Carmen Smith of Tulsa, Okla., has been a victim of burglary before. That’s why she installed burglary bars and upgraded her alarm system; her fiancé also helped her get a gun. So she was ready when a trio of would-be robbers broke into her house on Monday morning.
“I just heard some ‘bamming’ real hard, you know, and they pried my door open and they knocked the window out, and my first instinct [was] just to go run and go get my gun. It was already loaded,” Smith told News on 6. She saw one of the three intruders advancing on her, “… like he was going to do something to me, harm me …” and opened fire. All three suspects fled the premises immediately and are currently being sought by police.
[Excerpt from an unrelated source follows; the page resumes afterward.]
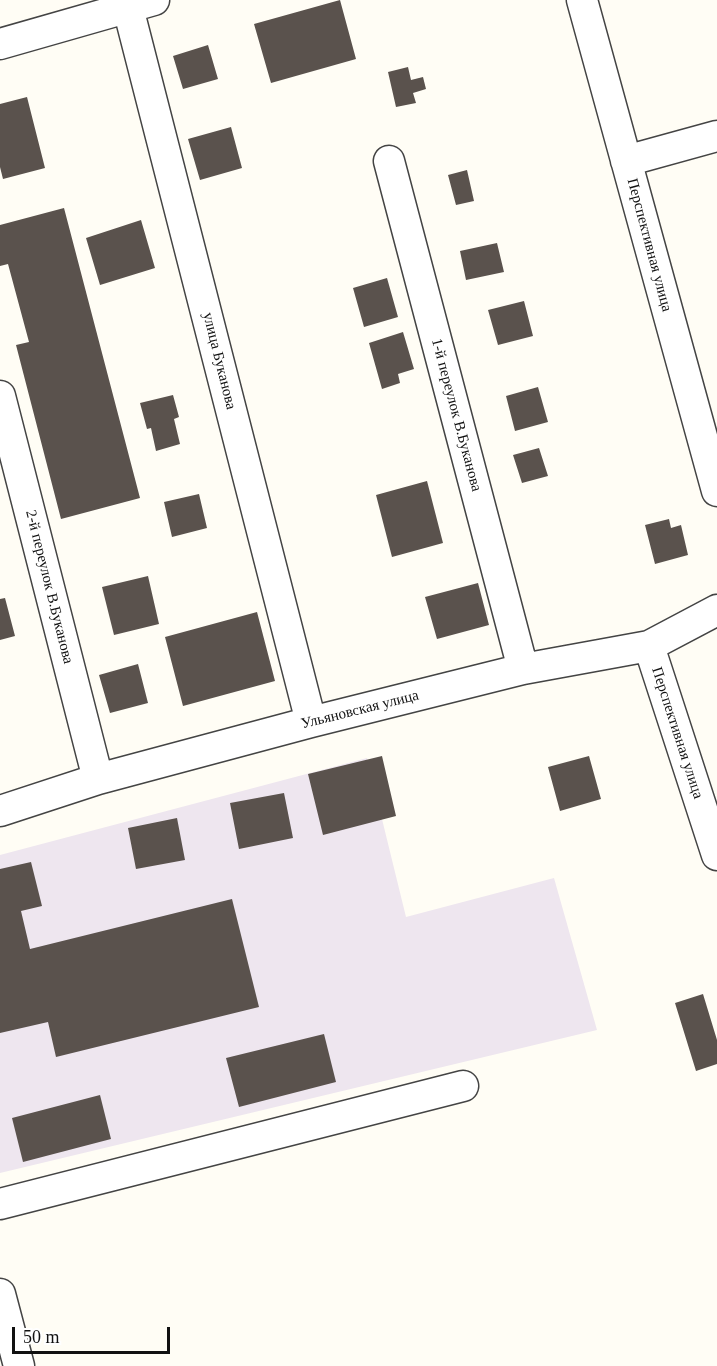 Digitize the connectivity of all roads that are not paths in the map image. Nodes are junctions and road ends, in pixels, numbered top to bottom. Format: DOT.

SIG Under Siege For Mexican Cartel Murders
Taking a page from American anti-gunners, a lawsuit in Germany is targeting SIG Sauer for a series of murders committed by a Mexican drug cartel member in Mexico.
Interestingly, German anti-gunners can’t find information on where the gun was assembled, where it was first sold, how it got to Mexico or why the drug cartel member chose that particular gun to ply his nasty trade. They do admit, however, that the killer likely got the gun illegally.
Still, to German gun control advocate Jürgen Grässlin, the 12 murders are obviously the fault of SIG Sauer, not the hardened criminal who brutally murdered a dozen people with no apparent qualms. Supporting such an unjust lawsuit, which blames a lawful gun company for criminal misuse of its products, might just get Grässlin a job interview with the Brady Campaign, Bloomberg’s Everytown group or any other gun-ban organization here in the U.S. that is quick to blame the gun, not the violent murderer.
Foster Parents Lose Kids Over Gun
Kristi and Rod Beber were asleep at their home in Las Vegas, Nev., when they heard screaming from outside and looked to find their neighbors on their property. Concerned for the safety of their three foster children, Rob retrieved a gun while his wife called police. The incident was resolved, and it never became necessary to point the firearm at anyone. So the Bebers were shocked when the Department of Family Services (DFS) revoked their license to be foster parents and transferred their children to a group home.
DFS claims that “the incident did not describe an adult exercising sound judgment” and indicates that state law prohibited foster parents from having loaded firearms. But the law in question has since been overturned by new legislation, and no one could seriously argue that defending one’s children with caution and restraint is a sign of bad judgment. The Bebers, who have fostered more than 100 children, are now fighting to have their license reinstated.
Free Educator Gun Training In Colorado
Nearly 400 Colorado educators took part this summer in a concealed-carry class at Centennial Gun Club near Aurora. It was the second time that general manager Dick Abramson has offered the one-day class free of charge to anyone who works in a school system. That means not just teachers and administrators, but secretaries, food service workers, custodians and even bus drivers.
“We like to get teachers more information on firearms,” said Abramson. “We fear what we don’t understand, and this class helps them to be more comfortable and confident around firearms.”
Kudos to Abramson for recognizing a need and fulfilling it. When Colorado lawmakers finally recognize that trained educators carrying guns and knowing how to use them is a legitimate defense for their children, 380 of them will already be ready.
More States Honor Historical Connections With Official Firearms
There are official state seals, birds and flowers—and over the last four years, six states have also adopted state firearms. Utah was the first, naming the Browning M1911 semi-automatic pistol the official firearm in 2011. Arizona followed suit, adopting the Colt Single Action Army revolver later that year.
Soon after, more state guns were recognized. Indiana adopted the Grouseland Rifle in 2012, and in 2013, West Virginia named the Hall Flintlock Model 1819 as the official firearm. In 2014, two more states followed suit, with Pennsylvania choosing the Long Rifle and Alaska selecting the Winchester pre-1964 Model 70.
Opponents like Pennsylvania state Rep. Mark B. Cohen toe the typical gun-control line, saying that a state gun would be offensive to many Pennsylvanians. However, if historical connection is the usual reasoning for state symbol status, why should that not apply to firearms as well?